- Film poster
- Directed by: Tonje Hessen Schei
- Produced by: Lars Løge
- Cinematography: Steven Moore; Anna Myking;
- Edited by: Joakim Schager
- Music by: Olav Øyehaug
- Production company: Flimmer Film
- Release dates: April 15, 2014 (Arte); February 27, 2015 (Norway);
- Running time: 58 minutes (TV edit); 79 minutes (theatrical edit);
- Country: Norway
- Language: English

= Drone (2014 film) =

Drone is a 2014 English-language documentary film directed by Norwegian director Tonje Hessen Schei. The film explores the use of drones in warfare. Drone aired on the TV network Arte on April 15, 2014. The documentary screened at several film festivals throughout 2014, winning several awards. Drone was released in Norway on February 27, 2015.

==Premise==

Variety reported, "'Drone' depicts the recruitment of young pilots at gaming conventions, explores the changing perceptions of what 'going to war' means, as well as the moral stance of engineers behind the technology. The docu also investigates the ways in which world leaders engage in wars, as well as look at the struggle of anti-war and civil rights activists."

==Production==

Drone was produced by Lars Løge at Flimmer Film and directed by Tonje Hessen Schei. The film received financial support from backers in Norway and from around the world.

==Release==

===Theatrical screenings===
The sales outfit LevelK acquired Drone at the Nordic Film Market at the Gothenburg Film Festival in January 2014. A 58-minute cut of Drone premiered on the TV network Arte on April 15, 2014. A 79-minute cut was edited for subsequent screenings. In October 2014, Drone screened at the Bergen International Film Festival and won Best Norwegian Documentary and the Checkpoint Human Rights awards. In January 2015, it screened at the Tromsø International Film Festival and won the Norwegian Peace Film Award. In the following February, LevelK sold distribution rights to Drone to several major territories.
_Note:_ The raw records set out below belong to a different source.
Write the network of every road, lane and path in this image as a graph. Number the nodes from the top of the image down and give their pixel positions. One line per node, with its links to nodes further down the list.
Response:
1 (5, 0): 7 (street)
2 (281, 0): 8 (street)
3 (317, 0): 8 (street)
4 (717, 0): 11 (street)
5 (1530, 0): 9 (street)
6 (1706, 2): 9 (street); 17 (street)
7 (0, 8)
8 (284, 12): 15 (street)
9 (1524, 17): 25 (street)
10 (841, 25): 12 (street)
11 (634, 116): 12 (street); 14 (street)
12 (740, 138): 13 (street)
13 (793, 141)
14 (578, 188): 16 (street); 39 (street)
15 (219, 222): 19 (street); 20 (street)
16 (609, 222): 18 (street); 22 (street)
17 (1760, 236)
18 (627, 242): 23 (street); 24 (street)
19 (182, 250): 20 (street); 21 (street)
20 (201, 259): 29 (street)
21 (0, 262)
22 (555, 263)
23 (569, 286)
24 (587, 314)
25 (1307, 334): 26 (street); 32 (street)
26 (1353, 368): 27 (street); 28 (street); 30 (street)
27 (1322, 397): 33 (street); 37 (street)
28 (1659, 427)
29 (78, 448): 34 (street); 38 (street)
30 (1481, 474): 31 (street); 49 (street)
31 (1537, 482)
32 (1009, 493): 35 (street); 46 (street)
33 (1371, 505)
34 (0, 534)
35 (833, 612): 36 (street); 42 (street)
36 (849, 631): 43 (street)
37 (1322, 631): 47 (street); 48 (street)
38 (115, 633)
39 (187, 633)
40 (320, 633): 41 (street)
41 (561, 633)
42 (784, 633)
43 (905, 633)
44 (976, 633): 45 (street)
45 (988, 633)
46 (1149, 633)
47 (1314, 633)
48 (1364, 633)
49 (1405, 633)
Drone was released in Norway on February 27, 2015. It was released in the United Kingdom on April 10, 2015.

===Critical reception===

John DeFore, reviewing for The Hollywood Reporter, called Drone "an important contribution to debates over a means of warfare that is just in its infancy". DeFore said the documentary had an "effective and clear-headed" presentation of "multiple sides of the debate". The critic concluded, "Drone takes a quick look at realities of the warfare industry and asks the obvious question: How will Americans feel when another government (or non-governmental entity) has remote-controlled death hovering constantly over our heads?"